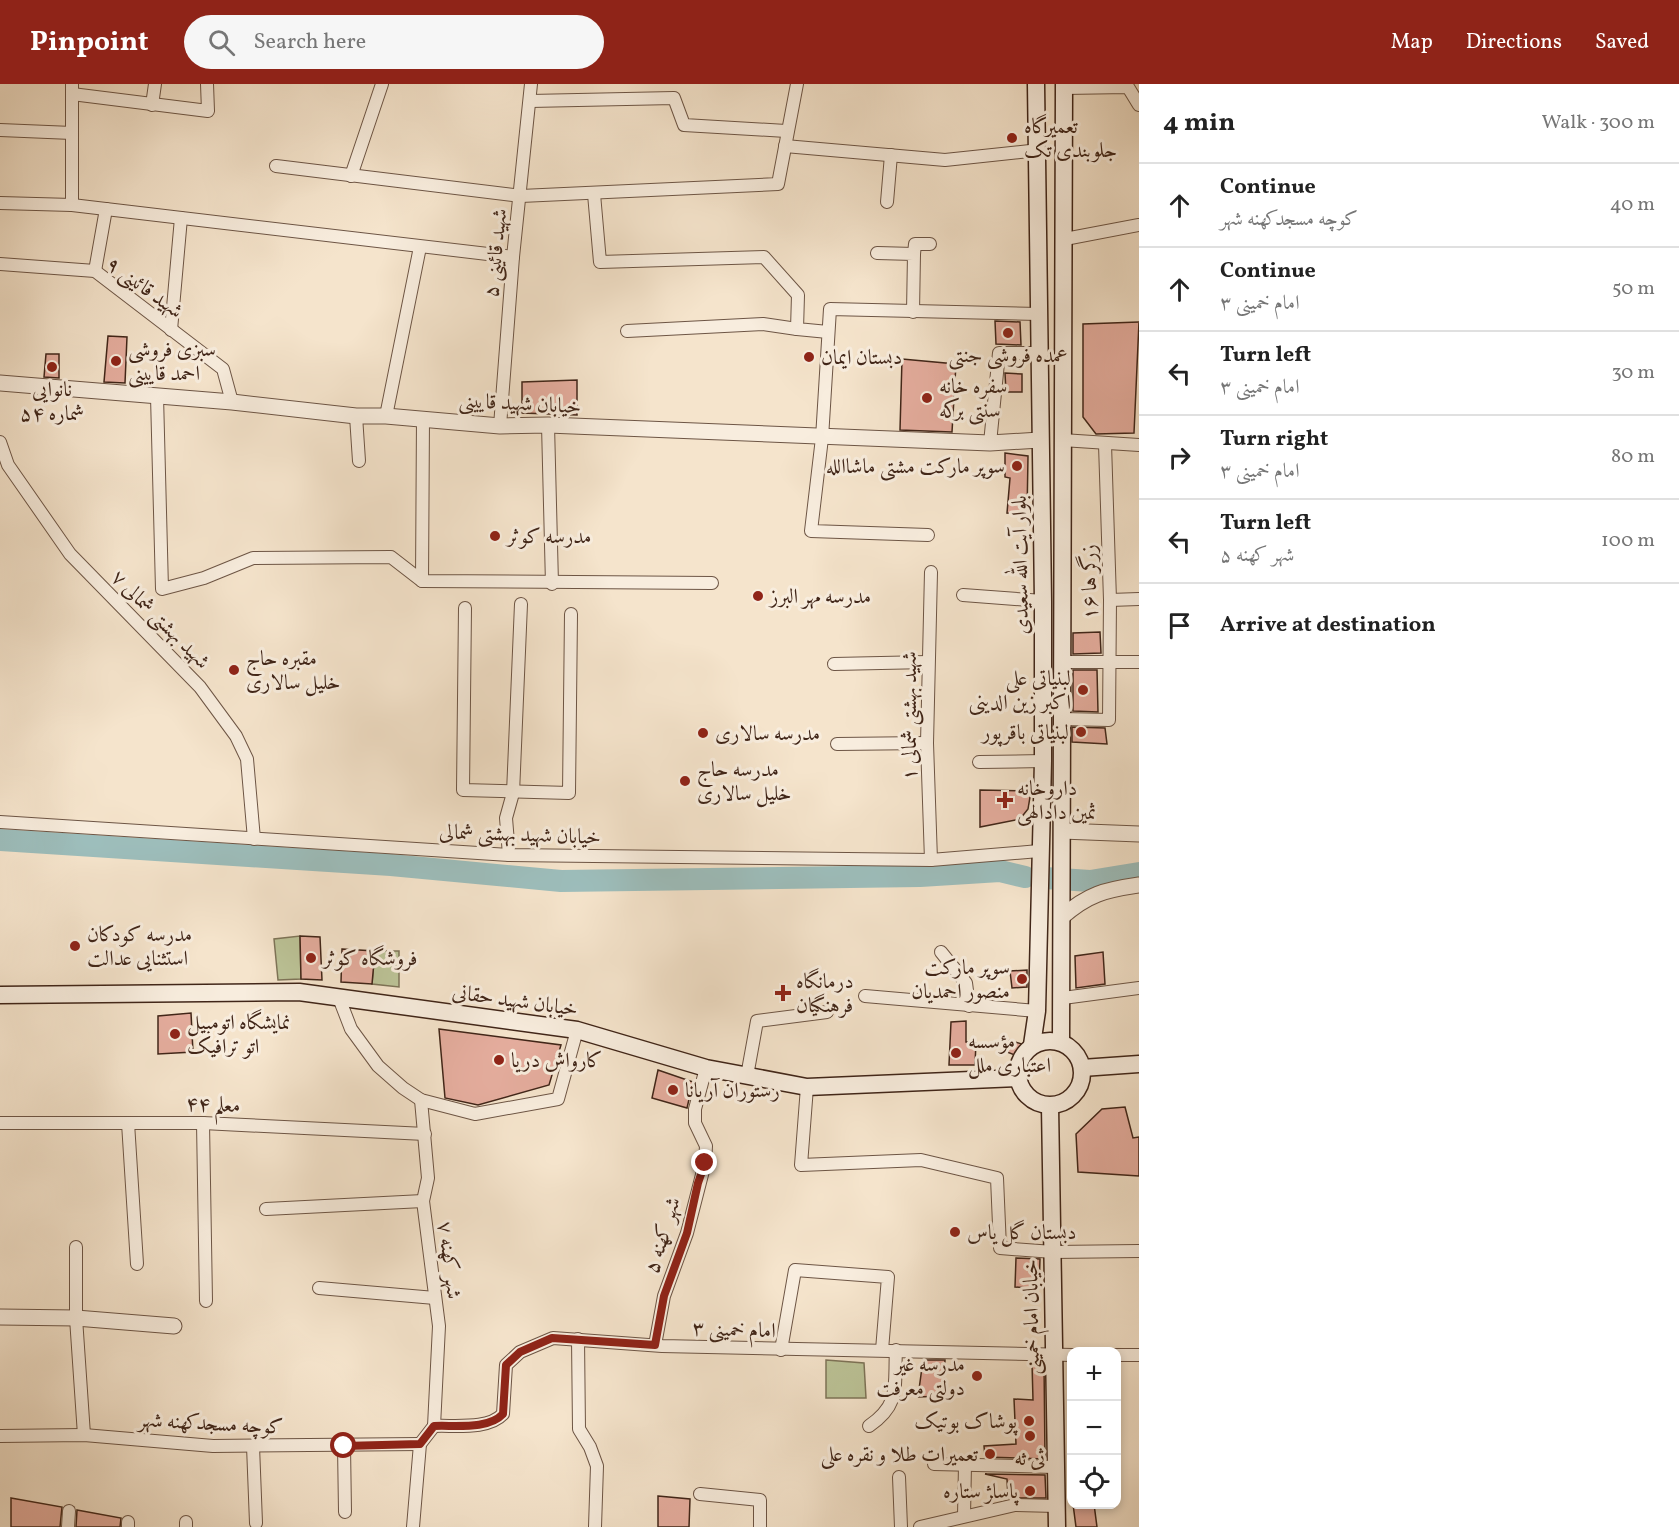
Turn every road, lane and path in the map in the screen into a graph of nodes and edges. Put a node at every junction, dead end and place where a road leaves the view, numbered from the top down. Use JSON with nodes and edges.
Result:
{"nodes":[{"id":1,"x":155,"y":84,"type":"edge"},
{"id":2,"x":207,"y":84,"type":"edge"},
{"id":3,"x":382,"y":84,"type":"edge"},
{"id":4,"x":531,"y":84,"type":"edge"},
{"id":5,"x":797,"y":84,"type":"edge"},
{"id":6,"x":1036,"y":84,"type":"edge"},
{"id":7,"x":1064,"y":86,"type":"edge"},
{"id":8,"x":72,"y":89,"type":"edge"},
{"id":9,"x":530,"y":101,"type":"junction"},
{"id":10,"x":152,"y":105,"type":"junction"},
{"id":11,"x":1139,"y":105,"type":"edge"},
{"id":12,"x":0,"y":130,"type":"edge"},
{"id":13,"x":786,"y":131,"type":"junction"},
{"id":14,"x":72,"y":133,"type":"junction"},
{"id":15,"x":785,"y":146,"type":"junction"},
{"id":16,"x":1039,"y":150,"type":"junction"},
{"id":17,"x":891,"y":156,"type":"junction"},
{"id":18,"x":276,"y":166,"type":"dead end"},
{"id":19,"x":351,"y":176,"type":"junction"},
{"id":20,"x":594,"y":194,"type":"junction"},
{"id":21,"x":521,"y":196,"type":"junction"},
{"id":22,"x":887,"y":202,"type":"dead end"},
{"id":23,"x":0,"y":203,"type":"edge"},
{"id":24,"x":72,"y":205,"type":"junction"},
{"id":25,"x":106,"y":209,"type":"junction"},
{"id":26,"x":181,"y":218,"type":"junction"},
{"id":27,"x":1139,"y":225,"type":"edge"},
{"id":28,"x":1065,"y":239,"type":"junction"},
{"id":29,"x":930,"y":244,"type":"dead end"},
{"id":30,"x":420,"y":247,"type":"junction"},
{"id":31,"x":877,"y":253,"type":"dead end"},
{"id":32,"x":914,"y":254,"type":"junction"},
{"id":33,"x":513,"y":257,"type":"junction"},
{"id":34,"x":0,"y":264,"type":"edge"},
{"id":35,"x":95,"y":271,"type":"junction"},
{"id":36,"x":913,"y":312,"type":"junction"},
{"id":37,"x":1038,"y":314,"type":"junction"},
{"id":38,"x":797,"y":329,"type":"junction"},
{"id":39,"x":171,"y":330,"type":"junction"},
{"id":40,"x":627,"y":331,"type":"dead end"},
{"id":41,"x":828,"y":332,"type":"junction"},
{"id":42,"x":1039,"y":353,"type":"junction"},
{"id":43,"x":0,"y":382,"type":"edge"},
{"id":44,"x":157,"y":396,"type":"junction"},
{"id":45,"x":232,"y":402,"type":"junction"},
{"id":46,"x":356,"y":416,"type":"junction"},
{"id":47,"x":386,"y":416,"type":"junction"},
{"id":48,"x":423,"y":418,"type":"junction"},
{"id":49,"x":1040,"y":420,"type":"junction"},
{"id":50,"x":548,"y":425,"type":"junction"},
{"id":51,"x":500,"y":426,"type":"junction"},
{"id":52,"x":1062,"y":432,"type":"junction"},
{"id":53,"x":822,"y":438,"type":"junction"},
{"id":54,"x":0,"y":442,"type":"edge"},
{"id":55,"x":990,"y":443,"type":"junction"},
{"id":56,"x":1105,"y":444,"type":"junction"},
{"id":57,"x":1139,"y":446,"type":"edge"},
{"id":58,"x":1040,"y":448,"type":"junction"},
{"id":59,"x":1062,"y":457,"type":"junction"},
{"id":60,"x":359,"y":461,"type":"dead end"},
{"id":61,"x":928,"y":535,"type":"dead end"},
{"id":62,"x":931,"y":572,"type":"dead end"},
{"id":63,"x":422,"y":581,"type":"junction"},
{"id":64,"x":712,"y":583,"type":"dead end"},
{"id":65,"x":552,"y":584,"type":"junction"},
{"id":66,"x":963,"y":595,"type":"dead end"},
{"id":67,"x":1139,"y":598,"type":"edge"},
{"id":68,"x":1110,"y":600,"type":"junction"},
{"id":69,"x":1043,"y":601,"type":"junction"},
{"id":70,"x":521,"y":604,"type":"dead end"},
{"id":71,"x":465,"y":608,"type":"dead end"},
{"id":72,"x":571,"y":614,"type":"dead end"},
{"id":73,"x":1109,"y":661,"type":"junction"},
{"id":74,"x":928,"y":662,"type":"junction"},
{"id":75,"x":1062,"y":662,"type":"junction"},
{"id":76,"x":1139,"y":662,"type":"edge"},
{"id":77,"x":834,"y":663,"type":"dead end"},
{"id":78,"x":1063,"y":719,"type":"junction"},
{"id":79,"x":927,"y":743,"type":"junction"},
{"id":80,"x":837,"y":744,"type":"dead end"},
{"id":81,"x":1043,"y":761,"type":"junction"},
{"id":82,"x":979,"y":762,"type":"dead end"},
{"id":83,"x":513,"y":793,"type":"junction"},
{"id":84,"x":0,"y":822,"type":"edge"},
{"id":85,"x":1062,"y":831,"type":"junction"},
{"id":86,"x":1139,"y":834,"type":"edge"},
{"id":87,"x":254,"y":839,"type":"junction"},
{"id":88,"x":1039,"y":851,"type":"junction"},
{"id":89,"x":509,"y":855,"type":"junction"},
{"id":90,"x":931,"y":860,"type":"junction"},
{"id":91,"x":1139,"y":885,"type":"edge"},
{"id":92,"x":1062,"y":917,"type":"junction"},
{"id":93,"x":941,"y":952,"type":"dead end"},
{"id":94,"x":1139,"y":987,"type":"edge"},
{"id":95,"x":0,"y":995,"type":"edge"},
{"id":96,"x":865,"y":996,"type":"dead end"},
{"id":97,"x":339,"y":998,"type":"junction"},
{"id":98,"x":1063,"y":998,"type":"junction"},
{"id":99,"x":969,"y":1006,"type":"junction"},
{"id":100,"x":1037,"y":1011,"type":"junction"},
{"id":101,"x":827,"y":1012,"type":"dead end"},
{"id":102,"x":577,"y":1030,"type":"junction"},
{"id":103,"x":1061,"y":1042,"type":"junction"},
{"id":104,"x":1032,"y":1046,"type":"junction"},
{"id":105,"x":1139,"y":1064,"type":"edge"},
{"id":106,"x":706,"y":1068,"type":"junction"},
{"id":107,"x":1082,"y":1068,"type":"junction"},
{"id":108,"x":747,"y":1076,"type":"junction"},
{"id":109,"x":1018,"y":1078,"type":"junction"},
{"id":110,"x":807,"y":1087,"type":"junction"},
{"id":111,"x":421,"y":1100,"type":"junction"},
{"id":112,"x":1050,"y":1106,"type":"junction"},
{"id":113,"x":0,"y":1123,"type":"edge"},
{"id":114,"x":128,"y":1123,"type":"junction"},
{"id":115,"x":203,"y":1123,"type":"junction"},
{"id":116,"x":425,"y":1134,"type":"junction"},
{"id":117,"x":423,"y":1201,"type":"junction"},
{"id":118,"x":266,"y":1209,"type":"dead end"},
{"id":119,"x":76,"y":1247,"type":"dead end"},
{"id":120,"x":1139,"y":1251,"type":"edge"},
{"id":121,"x":1053,"y":1252,"type":"junction"},
{"id":122,"x":137,"y":1264,"type":"dead end"},
{"id":123,"x":319,"y":1288,"type":"dead end"},
{"id":124,"x":435,"y":1298,"type":"junction"},
{"id":125,"x":206,"y":1301,"type":"dead end"},
{"id":126,"x":0,"y":1317,"type":"edge"},
{"id":127,"x":76,"y":1318,"type":"junction"},
{"id":128,"x":174,"y":1326,"type":"dead end"},
{"id":129,"x":578,"y":1339,"type":"junction"},
{"id":130,"x":655,"y":1345,"type":"junction"},
{"id":131,"x":781,"y":1350,"type":"junction"},
{"id":132,"x":882,"y":1350,"type":"junction"},
{"id":133,"x":896,"y":1350,"type":"junction"},
{"id":134,"x":1121,"y":1354,"type":"edge"},
{"id":135,"x":1139,"y":1354,"type":"edge"},
{"id":136,"x":1063,"y":1355,"type":"edge"},
{"id":137,"x":434,"y":1426,"type":"junction"},
{"id":138,"x":869,"y":1426,"type":"dead end"},
{"id":139,"x":84,"y":1435,"type":"junction"},
{"id":140,"x":0,"y":1436,"type":"edge"},
{"id":141,"x":420,"y":1444,"type":"junction"},
{"id":142,"x":253,"y":1446,"type":"junction"},
{"id":143,"x":344,"y":1446,"type":"junction"},
{"id":144,"x":934,"y":1464,"type":"dead end"},
{"id":145,"x":965,"y":1465,"type":"junction"},
{"id":146,"x":1054,"y":1467,"type":"junction"},
{"id":147,"x":899,"y":1477,"type":"dead end"},
{"id":148,"x":700,"y":1494,"type":"dead end"},
{"id":149,"x":1056,"y":1506,"type":"junction"},
{"id":150,"x":69,"y":1511,"type":"dead end"},
{"id":151,"x":345,"y":1512,"type":"dead end"},
{"id":152,"x":964,"y":1516,"type":"junction"},
{"id":153,"x":256,"y":1523,"type":"dead end"},
{"id":154,"x":68,"y":1527,"type":"edge"},
{"id":155,"x":414,"y":1527,"type":"edge"},
{"id":156,"x":595,"y":1527,"type":"edge"},
{"id":157,"x":760,"y":1527,"type":"edge"},
{"id":158,"x":901,"y":1527,"type":"edge"},
{"id":159,"x":920,"y":1527,"type":"edge"},
{"id":160,"x":1057,"y":1527,"type":"edge"}],
"edges":[{"from":1,"to":10,"type":"street"},
{"from":2,"to":10,"type":"street"},
{"from":3,"to":19,"type":"street"},
{"from":4,"to":9,"type":"street","name":"شهید قائینی ۵"},
{"from":5,"to":13,"type":"street"},
{"from":6,"to":16,"type":"main road","name":"بلوار آیت الله سعیدی"},
{"from":7,"to":11,"type":"street"},
{"from":7,"to":28,"type":"main road","name":"بلوار آیت الله سعیدی"},
{"from":8,"to":10,"type":"street"},
{"from":8,"to":14,"type":"street"},
{"from":9,"to":13,"type":"street"},
{"from":9,"to":21,"type":"street","name":"شهید قائینی ۵"},
{"from":12,"to":14,"type":"street"},
{"from":13,"to":15,"type":"street"},
{"from":14,"to":24,"type":"street"},
{"from":15,"to":17,"type":"street"},
{"from":15,"to":20,"type":"street"},
{"from":16,"to":17,"type":"street"},
{"from":16,"to":37,"type":"main road","name":"بلوار آیت الله سعیدی"},
{"from":17,"to":22,"type":"street"},
{"from":18,"to":19,"type":"street"},
{"from":19,"to":21,"type":"street"},
{"from":20,"to":21,"type":"street"},
{"from":20,"to":38,"type":"street"},
{"from":21,"to":33,"type":"street","name":"شهید قائینی ۵"},
{"from":23,"to":24,"type":"street"},
{"from":24,"to":25,"type":"street"},
{"from":25,"to":26,"type":"street"},
{"from":25,"to":35,"type":"street"},
{"from":26,"to":30,"type":"street"},
{"from":26,"to":39,"type":"street"},
{"from":27,"to":28,"type":"street"},
{"from":28,"to":52,"type":"main road","name":"بلوار آیت الله سعیدی"},
{"from":29,"to":32,"type":"street"},
{"from":30,"to":33,"type":"street"},
{"from":30,"to":47,"type":"street"},
{"from":31,"to":32,"type":"street"},
{"from":32,"to":36,"type":"street"},
{"from":33,"to":51,"type":"street","name":"شهید قائینی ۵"},
{"from":34,"to":35,"type":"street","name":"شهید قائینی ۹"},
{"from":35,"to":39,"type":"street","name":"شهید قائینی ۹"},
{"from":36,"to":37,"type":"street"},
{"from":36,"to":41,"type":"street"},
{"from":37,"to":42,"type":"main road","name":"بلوار آیت الله سعیدی"},
{"from":38,"to":40,"type":"street"},
{"from":38,"to":41,"type":"street"},
{"from":39,"to":45,"type":"street","name":"شهید قائینی ۹"},
{"from":41,"to":53,"type":"street"},
{"from":42,"to":49,"type":"main road","name":"بلوار آیت الله سعیدی"},
{"from":42,"to":55,"type":"street"},
{"from":43,"to":44,"type":"street","name":"خیابان شهید قایینی"},
{"from":44,"to":45,"type":"street","name":"خیابان شهید قایینی"},
{"from":44,"to":63,"type":"street"},
{"from":45,"to":46,"type":"street","name":"خیابان شهید قایینی"},
{"from":46,"to":47,"type":"street","name":"خیابان شهید قایینی"},
{"from":46,"to":60,"type":"street"},
{"from":47,"to":48,"type":"street","name":"خیابان شهید قایینی"},
{"from":48,"to":51,"type":"street","name":"خیابان شهید قایینی"},
{"from":48,"to":63,"type":"street"},
{"from":49,"to":52,"type":"main road"},
{"from":49,"to":58,"type":"main road","name":"بلوار آیت الله سعیدی"},
{"from":50,"to":51,"type":"street","name":"خیابان شهید قایینی"},
{"from":50,"to":53,"type":"street","name":"خیابان شهید قایینی"},
{"from":50,"to":65,"type":"street"},
{"from":52,"to":56,"type":"street"},
{"from":52,"to":59,"type":"main road","name":"بلوار آیت الله سعیدی"},
{"from":53,"to":55,"type":"street","name":"خیابان شهید قایینی"},
{"from":53,"to":61,"type":"street"},
{"from":54,"to":87,"type":"street","name":"شهید بهشتی شمالی ۷"},
{"from":55,"to":58,"type":"street","name":"خیابان شهید قایینی"},
{"from":56,"to":57,"type":"street"},
{"from":56,"to":68,"type":"street","name":"زرگر ها ۱۶"},
{"from":58,"to":59,"type":"main road"},
{"from":58,"to":69,"type":"main road","name":"بلوار آیت الله سعیدی"},
{"from":59,"to":75,"type":"main road","name":"بلوار آیت الله سعیدی"},
{"from":62,"to":74,"type":"street","name":"شهید بهشتی شمالی ۱"},
{"from":63,"to":65,"type":"street"},
{"from":64,"to":65,"type":"street"},
{"from":66,"to":69,"type":"street"},
{"from":67,"to":68,"type":"street"},
{"from":68,"to":73,"type":"street","name":"زرگر ها ۱۶"},
{"from":69,"to":81,"type":"main road","name":"بلوار آیت الله سعیدی"},
{"from":70,"to":83,"type":"street"},
{"from":71,"to":83,"type":"street"},
{"from":72,"to":83,"type":"street"},
{"from":73,"to":75,"type":"street"},
{"from":73,"to":76,"type":"street"},
{"from":73,"to":78,"type":"street","name":"زرگر ها ۱۶"},
{"from":74,"to":77,"type":"street"},
{"from":74,"to":79,"type":"street","name":"شهید بهشتی شمالی ۱"},
{"from":75,"to":78,"type":"main road","name":"بلوار آیت الله سعیدی"},
{"from":78,"to":85,"type":"main road","name":"بلوار آیت الله سعیدی"},
{"from":79,"to":80,"type":"street"},
{"from":79,"to":90,"type":"street","name":"شهید بهشتی شمالی ۱"},
{"from":81,"to":82,"type":"street"},
{"from":81,"to":88,"type":"main road","name":"بلوار آیت الله سعیدی"},
{"from":83,"to":89,"type":"street"},
{"from":84,"to":87,"type":"street","name":"خیابان شهید بهشتی شمالی"},
{"from":85,"to":86,"type":"street"},
{"from":85,"to":92,"type":"main road","name":"بلوار آیت الله سعیدی"},
{"from":87,"to":89,"type":"street","name":"خیابان شهید بهشتی شمالی"},
{"from":88,"to":90,"type":"street","name":"خیابان شهید بهشتی شمالی"},
{"from":88,"to":100,"type":"main road","name":"بلوار آیت الله سعیدی"},
{"from":89,"to":90,"type":"street","name":"خیابان شهید بهشتی شمالی"},
{"from":91,"to":92,"type":"street"},
{"from":92,"to":98,"type":"main road","name":"بلوار آیت الله سعیدی"},
{"from":93,"to":99,"type":"street"},
{"from":94,"to":98,"type":"street"},
{"from":95,"to":97,"type":"main road","name":"خیابان شهید حقانی"},
{"from":96,"to":99,"type":"street"},
{"from":97,"to":102,"type":"main road","name":"خیابان شهید حقانی"},
{"from":97,"to":111,"type":"street"},
{"from":98,"to":103,"type":"main road","name":"بلوار آیت الله سعیدی"},
{"from":99,"to":100,"type":"street"},
{"from":100,"to":104,"type":"main road","name":"بلوار آیت الله سعیدی"},
{"from":101,"to":108,"type":"street"},
{"from":102,"to":106,"type":"main road","name":"خیابان شهید حقانی"},
{"from":102,"to":111,"type":"street"},
{"from":103,"to":104,"type":"main road"},
{"from":103,"to":107,"type":"main road"},
{"from":104,"to":109,"type":"main road"},
{"from":105,"to":107,"type":"main road"},
{"from":106,"to":108,"type":"main road","name":"خیابان شهید حقانی"},
{"from":106,"to":130,"type":"street","name":"شهر کهنه ۵"},
{"from":107,"to":112,"type":"main road"},
{"from":108,"to":110,"type":"main road","name":"خیابان شهید حقانی"},
{"from":109,"to":110,"type":"main road","name":"خیابان شهید حقانی"},
{"from":109,"to":112,"type":"main road"},
{"from":110,"to":121,"type":"street"},
{"from":111,"to":116,"type":"street","name":"شهر کهنه ۷"},
{"from":112,"to":121,"type":"main road","name":"خیابان امام خمینی"},
{"from":113,"to":114,"type":"street","name":"معلم ۴۴"},
{"from":114,"to":115,"type":"street","name":"معلم ۴۴"},
{"from":114,"to":122,"type":"street"},
{"from":115,"to":116,"type":"street","name":"معلم ۴۴"},
{"from":115,"to":125,"type":"street"},
{"from":116,"to":117,"type":"street","name":"شهر کهنه ۷"},
{"from":117,"to":118,"type":"street"},
{"from":117,"to":124,"type":"street","name":"شهر کهنه ۷"},
{"from":119,"to":127,"type":"street"},
{"from":120,"to":121,"type":"street"},
{"from":121,"to":136,"type":"main road","name":"خیابان امام خمینی"},
{"from":123,"to":124,"type":"street"},
{"from":124,"to":137,"type":"street","name":"شهر کهنه ۷"},
{"from":126,"to":127,"type":"street"},
{"from":127,"to":128,"type":"street"},
{"from":127,"to":139,"type":"street"},
{"from":129,"to":130,"type":"street","name":"امام خمینی ۳"},
{"from":129,"to":137,"type":"street","name":"امام خمینی ۳"},
{"from":129,"to":156,"type":"street"},
{"from":130,"to":131,"type":"street","name":"امام خمینی ۳"},
{"from":131,"to":132,"type":"street","name":"امام خمینی ۳"},
{"from":131,"to":132,"type":"street"},
{"from":132,"to":133,"type":"street","name":"امام خمینی ۳"},
{"from":133,"to":136,"type":"street","name":"امام خمینی ۳"},
{"from":133,"to":138,"type":"street"},
{"from":134,"to":135,"type":"street"},
{"from":136,"to":146,"type":"main road","name":"خیابان امام خمینی"},
{"from":137,"to":141,"type":"street"},
{"from":139,"to":140,"type":"street","name":"کوچه مسجدکهنه شهر"},
{"from":139,"to":142,"type":"street","name":"کوچه مسجدکهنه شهر"},
{"from":141,"to":143,"type":"street","name":"کوچه مسجدکهنه شهر"},
{"from":141,"to":155,"type":"street"},
{"from":142,"to":143,"type":"street","name":"کوچه مسجدکهنه شهر"},
{"from":142,"to":153,"type":"street"},
{"from":143,"to":151,"type":"street"},
{"from":144,"to":145,"type":"street"},
{"from":145,"to":146,"type":"street"},
{"from":145,"to":152,"type":"street"},
{"from":146,"to":149,"type":"main road","name":"خیابان امام خمینی"},
{"from":147,"to":158,"type":"street"},
{"from":148,"to":157,"type":"street"},
{"from":149,"to":152,"type":"street"},
{"from":149,"to":160,"type":"main road","name":"خیابان امام خمینی"},
{"from":150,"to":154,"type":"street"},
{"from":152,"to":159,"type":"street"}]}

# Task prompt
For every line above that includes the word "کوچه", return the line.

# Answer
{"from":139,"to":140,"type":"street","name":"کوچه مسجدکهنه شهر"},
{"from":139,"to":142,"type":"street","name":"کوچه مسجدکهنه شهر"},
{"from":141,"to":143,"type":"street","name":"کوچه مسجدکهنه شهر"},
{"from":142,"to":143,"type":"street","name":"کوچه مسجدکهنه شهر"},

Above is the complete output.